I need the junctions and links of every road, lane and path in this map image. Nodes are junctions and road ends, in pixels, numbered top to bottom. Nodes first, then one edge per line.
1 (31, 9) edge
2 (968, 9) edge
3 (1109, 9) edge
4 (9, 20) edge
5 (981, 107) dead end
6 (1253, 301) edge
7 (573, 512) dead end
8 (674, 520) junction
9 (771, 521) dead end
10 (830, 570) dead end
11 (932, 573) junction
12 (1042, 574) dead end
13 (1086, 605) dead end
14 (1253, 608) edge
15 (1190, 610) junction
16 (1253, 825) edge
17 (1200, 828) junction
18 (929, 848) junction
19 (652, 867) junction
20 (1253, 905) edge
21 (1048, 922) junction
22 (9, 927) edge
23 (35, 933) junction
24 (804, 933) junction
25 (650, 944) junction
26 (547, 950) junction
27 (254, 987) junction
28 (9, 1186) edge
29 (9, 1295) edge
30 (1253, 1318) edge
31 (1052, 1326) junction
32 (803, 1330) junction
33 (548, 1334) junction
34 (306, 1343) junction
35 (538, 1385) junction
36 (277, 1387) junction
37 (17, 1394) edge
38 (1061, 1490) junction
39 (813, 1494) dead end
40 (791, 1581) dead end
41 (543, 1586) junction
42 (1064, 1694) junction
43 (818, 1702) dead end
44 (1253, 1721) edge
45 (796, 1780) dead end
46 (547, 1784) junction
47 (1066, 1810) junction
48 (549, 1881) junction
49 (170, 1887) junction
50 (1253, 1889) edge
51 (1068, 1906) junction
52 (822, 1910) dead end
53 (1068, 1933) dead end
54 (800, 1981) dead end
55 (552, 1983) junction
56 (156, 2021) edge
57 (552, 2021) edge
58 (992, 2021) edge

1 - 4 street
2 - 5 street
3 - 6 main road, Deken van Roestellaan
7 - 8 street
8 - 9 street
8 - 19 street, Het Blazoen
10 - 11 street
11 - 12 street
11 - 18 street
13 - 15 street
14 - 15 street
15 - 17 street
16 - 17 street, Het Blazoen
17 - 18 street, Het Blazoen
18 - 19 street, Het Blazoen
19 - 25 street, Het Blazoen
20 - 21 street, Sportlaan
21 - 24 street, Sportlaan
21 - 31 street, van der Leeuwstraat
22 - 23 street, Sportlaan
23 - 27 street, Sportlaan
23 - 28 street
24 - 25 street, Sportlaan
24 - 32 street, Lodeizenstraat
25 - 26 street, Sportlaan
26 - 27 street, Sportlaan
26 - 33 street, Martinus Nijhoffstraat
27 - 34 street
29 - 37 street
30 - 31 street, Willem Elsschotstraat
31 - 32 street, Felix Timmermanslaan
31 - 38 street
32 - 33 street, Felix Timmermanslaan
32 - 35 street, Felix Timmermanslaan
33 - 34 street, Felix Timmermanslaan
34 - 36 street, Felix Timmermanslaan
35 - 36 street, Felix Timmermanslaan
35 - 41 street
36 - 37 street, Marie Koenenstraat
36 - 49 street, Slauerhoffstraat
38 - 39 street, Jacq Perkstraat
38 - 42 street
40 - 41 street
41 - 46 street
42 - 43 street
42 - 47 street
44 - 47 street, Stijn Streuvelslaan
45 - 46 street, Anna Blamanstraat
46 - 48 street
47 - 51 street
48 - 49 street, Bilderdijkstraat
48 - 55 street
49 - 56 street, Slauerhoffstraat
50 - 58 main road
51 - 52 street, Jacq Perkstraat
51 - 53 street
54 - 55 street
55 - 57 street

> **About this exercise**
Your response should consist of the full listing, exactly as written.

> **Expected answer**
I need the junctions and links of every road, lane and path in this map image. Nodes are junctions and road ends, in pixels, numbered top to bottom. Nodes first, then one edge per line.
1 (31, 9) edge
2 (968, 9) edge
3 (1109, 9) edge
4 (9, 20) edge
5 (981, 107) dead end
6 (1253, 301) edge
7 (573, 512) dead end
8 (674, 520) junction
9 (771, 521) dead end
10 (830, 570) dead end
11 (932, 573) junction
12 (1042, 574) dead end
13 (1086, 605) dead end
14 (1253, 608) edge
15 (1190, 610) junction
16 (1253, 825) edge
17 (1200, 828) junction
18 (929, 848) junction
19 (652, 867) junction
20 (1253, 905) edge
21 (1048, 922) junction
22 (9, 927) edge
23 (35, 933) junction
24 (804, 933) junction
25 (650, 944) junction
26 (547, 950) junction
27 (254, 987) junction
28 (9, 1186) edge
29 (9, 1295) edge
30 (1253, 1318) edge
31 (1052, 1326) junction
32 (803, 1330) junction
33 (548, 1334) junction
34 (306, 1343) junction
35 (538, 1385) junction
36 (277, 1387) junction
37 (17, 1394) edge
38 (1061, 1490) junction
39 (813, 1494) dead end
40 (791, 1581) dead end
41 (543, 1586) junction
42 (1064, 1694) junction
43 (818, 1702) dead end
44 (1253, 1721) edge
45 (796, 1780) dead end
46 (547, 1784) junction
47 (1066, 1810) junction
48 (549, 1881) junction
49 (170, 1887) junction
50 (1253, 1889) edge
51 (1068, 1906) junction
52 (822, 1910) dead end
53 (1068, 1933) dead end
54 (800, 1981) dead end
55 (552, 1983) junction
56 (156, 2021) edge
57 (552, 2021) edge
58 (992, 2021) edge

1 - 4 street
2 - 5 street
3 - 6 main road, Deken van Roestellaan
7 - 8 street
8 - 9 street
8 - 19 street, Het Blazoen
10 - 11 street
11 - 12 street
11 - 18 street
13 - 15 street
14 - 15 street
15 - 17 street
16 - 17 street, Het Blazoen
17 - 18 street, Het Blazoen
18 - 19 street, Het Blazoen
19 - 25 street, Het Blazoen
20 - 21 street, Sportlaan
21 - 24 street, Sportlaan
21 - 31 street, van der Leeuwstraat
22 - 23 street, Sportlaan
23 - 27 street, Sportlaan
23 - 28 street
24 - 25 street, Sportlaan
24 - 32 street, Lodeizenstraat
25 - 26 street, Sportlaan
26 - 27 street, Sportlaan
26 - 33 street, Martinus Nijhoffstraat
27 - 34 street
29 - 37 street
30 - 31 street, Willem Elsschotstraat
31 - 32 street, Felix Timmermanslaan
31 - 38 street
32 - 33 street, Felix Timmermanslaan
32 - 35 street, Felix Timmermanslaan
33 - 34 street, Felix Timmermanslaan
34 - 36 street, Felix Timmermanslaan
35 - 36 street, Felix Timmermanslaan
35 - 41 street
36 - 37 street, Marie Koenenstraat
36 - 49 street, Slauerhoffstraat
38 - 39 street, Jacq Perkstraat
38 - 42 street
40 - 41 street
41 - 46 street
42 - 43 street
42 - 47 street
44 - 47 street, Stijn Streuvelslaan
45 - 46 street, Anna Blamanstraat
46 - 48 street
47 - 51 street
48 - 49 street, Bilderdijkstraat
48 - 55 street
49 - 56 street, Slauerhoffstraat
50 - 58 main road
51 - 52 street, Jacq Perkstraat
51 - 53 street
54 - 55 street
55 - 57 street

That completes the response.